Il Ritratto di Francesco delle Opere è un dipinto a olio su tavola (52x44 cm) di Pietro Vannucci detto il Perugino, databile al 1494 e conservato nella Galleria degli Uffizi a Firenze.

Ritratto di Francesco delle Opere
AutorePietro Perugino
Data1494
Tecnicaolio su tavola
Dimensioni52×44 cm
UbicazioneGalleria degli Uffizi, Firenze

Storia modifica

La prima menzione del dipinto è nell'inventario delle opere del cardinale Leopoldo de' Medici, come opera di "Raffaello seconda maniera". Nel XIX secolo venne attribuita al Perugino e a Jacopo Francia, poi di nuovo al Perugino da Antonio Ramirez de Montalvo, che scoprì una scritta sul retro del dipinto, decifrandone tra l'altro solo una parte. Oggi essa è stata letta come: "1494 DI LVGLIO PIETRO PERVGINO PINSE FRANC[ESC]O DEL LOPRE PEYNAGA".

Per molto tempo venne anche considerato un autoritratto dell'artista, infatti quando nel 1883 pervenne agli Uffizi fu esposto nella galleria degli autoritratti del Corridoio vasariano. L'opera proveniva da Pitti, dove era arrivata nel 1799 dalla Guardaroba Medicea. Solo nel 1881 fu finalmente letta correttamente l'iscrizione riconoscendo l'effigiato in Francesco delle Opere (m. 1516), intagliatore di gemme e amico del Perugino, nonché fratello del più celebre Giovanni delle Opere, detto Giovanni delle Corniole.

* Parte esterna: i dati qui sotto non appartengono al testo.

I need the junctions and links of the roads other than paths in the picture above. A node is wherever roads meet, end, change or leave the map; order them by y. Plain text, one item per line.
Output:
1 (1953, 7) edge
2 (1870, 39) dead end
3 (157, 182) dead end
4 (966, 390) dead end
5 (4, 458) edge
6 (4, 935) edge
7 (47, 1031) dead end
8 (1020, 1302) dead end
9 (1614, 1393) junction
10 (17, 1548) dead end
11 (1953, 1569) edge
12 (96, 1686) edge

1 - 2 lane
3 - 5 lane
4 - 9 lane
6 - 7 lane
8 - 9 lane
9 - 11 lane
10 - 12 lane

Descrizione e stile modifica

La figura di Francesco delle Opere, benestante artigiano fiorentino della fine del XV secolo, è ritratta di tre quarti voltato a sinistra, con una berretta nera che raccoglie una fitta capigliatura riccioluta, una mantella dello stesso colore, una veste rossa aperta sul davanti e tenuta da lacci e una camicia bianca come sottoveste. In mano tiene un rotolo di carta da cui sporge il cartiglio "Timete Devm", inizio di una celebre predica di Savonarola che illumina sul contesto religioso e storico in cui l'opera venne prodotta. Le mani sono appoggiate su un ipotetico parapetto che coincide col bordo inferiore del dipinto, riprendendo l'esempio di pittori fiamminghi dell'epoca, come l'Uomo con la lettera di Hans Memling.

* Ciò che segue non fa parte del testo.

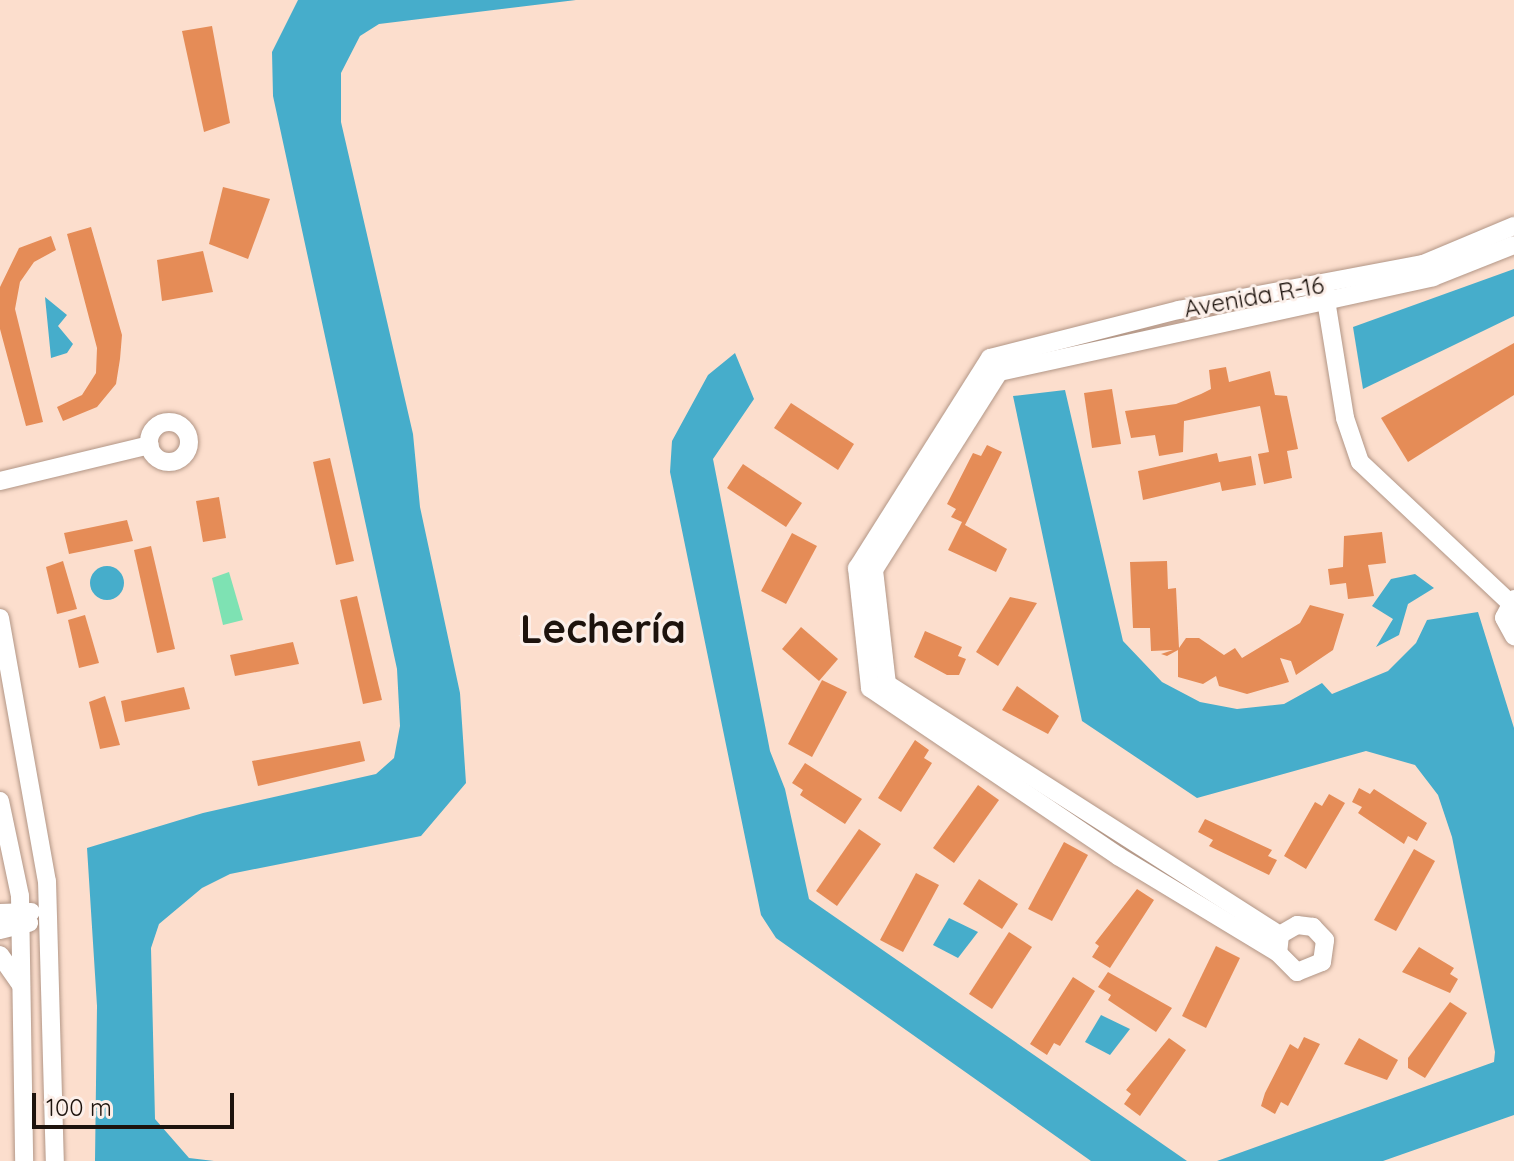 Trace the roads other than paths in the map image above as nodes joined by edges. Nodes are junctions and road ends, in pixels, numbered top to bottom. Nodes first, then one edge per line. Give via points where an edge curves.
1 (1514, 226) edge
2 (1514, 245) edge
3 (1325, 294) junction
4 (150, 445) dead end
5 (0, 481) edge
6 (1512, 601) edge
7 (0, 618) edge
8 (1514, 636) edge
9 (2, 808) edge
10 (0, 852) edge
11 (0, 913) edge
12 (46, 914) junction
13 (20, 919) junction
14 (0, 930) edge
15 (1279, 944) dead end
16 (0, 955) edge
17 (21, 985) junction
18 (24, 1161) edge
19 (55, 1161) edge

1 - 3 street, Avenida R-16 via 1423,264
2 - 3 street, Avenida R-16 via 1433,277
3 - 6 street via 1345,418 1360,462
3 - 15 street, Avenida R-16 via 1165,313 994,365 857,568 870,688
4 - 5 street
6 - 8 street via 1504,618
7 - 12 street via 47,881
9 - 10 street
9 - 13 street
11 - 13 street
12 - 13 street
12 - 19 street
13 - 14 street
13 - 17 street
16 - 17 street
17 - 18 street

Il personaggio è caratterizzato da una sottile vena psicologica, malinconica e assorta, in cui sono evidenziate le caratteristiche di rigore morale e di fermezza del carattere, anche per via della posa appena impettita. Nei ritratti Perugino era solito abbandonare la vena dolce e idealizzata delle opere religiose, indagando a fondo la fisionomia; anche in questo caso molti dettagli sono resi con grande cura millimetrica, dimostrando ancora una volta l'influenza fiamminga. Il gioco di luci e ombre è reso con un tratteggio sottilissimo a punta di pennello.

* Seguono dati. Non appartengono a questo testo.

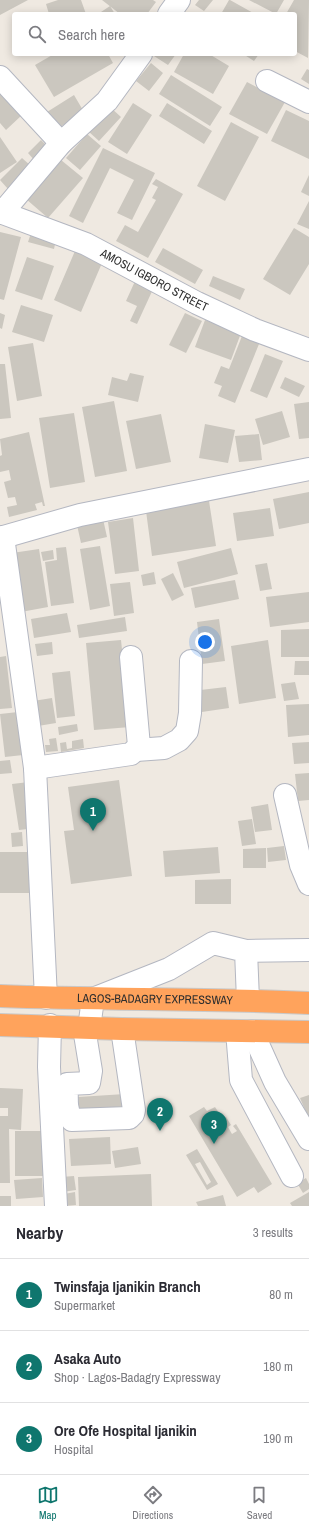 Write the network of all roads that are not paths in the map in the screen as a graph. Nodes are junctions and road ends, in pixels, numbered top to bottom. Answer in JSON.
{"nodes":[{"id":1,"x":179,"y":0,"type":"edge"},
{"id":2,"x":170,"y":12,"type":"edge"},
{"id":3,"x":140,"y":56,"type":"edge"},
{"id":4,"x":0,"y":77,"type":"edge"},
{"id":5,"x":267,"y":81,"type":"dead end"},
{"id":6,"x":309,"y":102,"type":"edge"},
{"id":7,"x":61,"y":143,"type":"junction"},
{"id":8,"x":1,"y":212,"type":"edge"},
{"id":9,"x":309,"y":350,"type":"edge"},
{"id":10,"x":309,"y":469,"type":"edge"},
{"id":11,"x":2,"y":538,"type":"edge"},
{"id":12,"x":131,"y":658,"type":"dead end"},
{"id":13,"x":191,"y":662,"type":"dead end"},
{"id":14,"x":136,"y":750,"type":"junction"},
{"id":15,"x":35,"y":768,"type":"junction"},
{"id":16,"x":285,"y":795,"type":"dead end"},
{"id":17,"x":309,"y":884,"type":"edge"},
{"id":18,"x":309,"y":950,"type":"edge"},
{"id":19,"x":246,"y":951,"type":"junction"},
{"id":20,"x":0,"y":996,"type":"edge"},
{"id":21,"x":46,"y":998,"type":"junction"},
{"id":22,"x":93,"y":999,"type":"junction"},
{"id":23,"x":248,"y":1000,"type":"junction"},
{"id":24,"x":309,"y":1003,"type":"edge"},
{"id":25,"x":0,"y":1025,"type":"edge"},
{"id":26,"x":50,"y":1026,"type":"junction"},
{"id":27,"x":86,"y":1028,"type":"junction"},
{"id":28,"x":122,"y":1029,"type":"junction"},
{"id":29,"x":245,"y":1031,"type":"junction"},
{"id":30,"x":309,"y":1032,"type":"edge"},
{"id":31,"x":309,"y":1139,"type":"edge"},
{"id":32,"x":292,"y":1176,"type":"dead end"},
{"id":33,"x":56,"y":1206,"type":"edge"}],
"edges":[{"from":1,"to":2,"type":"street"},
{"from":3,"to":7,"type":"street"},
{"from":4,"to":7,"type":"street"},
{"from":5,"to":6,"type":"street"},
{"from":7,"to":8,"type":"street"},
{"from":8,"to":9,"type":"street","name":"AMOSU IGBORO STREET"},
{"from":10,"to":11,"type":"street"},
{"from":11,"to":15,"type":"street"},
{"from":12,"to":14,"type":"street"},
{"from":13,"to":14,"type":"street"},
{"from":14,"to":15,"type":"street"},
{"from":15,"to":21,"type":"street"},
{"from":16,"to":17,"type":"street"},
{"from":18,"to":19,"type":"street"},
{"from":19,"to":22,"type":"street"},
{"from":19,"to":23,"type":"street"},
{"from":20,"to":21,"type":"highway","name":"LAGOS-BADAGRY EXPRESSWAY"},
{"from":21,"to":22,"type":"highway","name":"LAGOS-BADAGRY EXPRESSWAY"},
{"from":22,"to":23,"type":"highway","name":"LAGOS-BADAGRY EXPRESSWAY"},
{"from":22,"to":27,"type":"street"},
{"from":23,"to":24,"type":"highway","name":"LAGOS-BADAGRY EXPRESSWAY"},
{"from":25,"to":26,"type":"highway"},
{"from":26,"to":27,"type":"highway"},
{"from":26,"to":33,"type":"street"},
{"from":27,"to":28,"type":"highway"},
{"from":27,"to":28,"type":"street"},
{"from":28,"to":29,"type":"highway"},
{"from":29,"to":30,"type":"highway"},
{"from":29,"to":31,"type":"street"},
{"from":29,"to":32,"type":"street"}]}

Anche lo sfondo ha alcuni elementi in comune con quello dell'opera di Memling, come la città fortificata con alte torri coronate a punta, sulla sinistra. Le dolci colline, prive di asperità, sono punteggiate da alberelli esili e frondosi tipici della scuola umbra, e sfuma in lontananza secondo le regole della prospettiva aerea, che dilata a dismisura la profondità della veduta. Come tipico di quegli anni lo sfondo è reso più interessante dalla presenza di un lago, le cui acque azzurrine si intonano alla perfezione col verde delle colline e il celeste del cielo e delle montagne lontane, velate dalla foschia.

Bibliografia modifica

  • Vittoria Garibaldi, Perugino, in Pittori del Rinascimento, Scala, Firenze 2004 ISBN 88-8117-099-X
  • AA.VV., Galleria degli Uffizi, collana I Grandi Musei del Mondo, Scala Group, Roma 2003.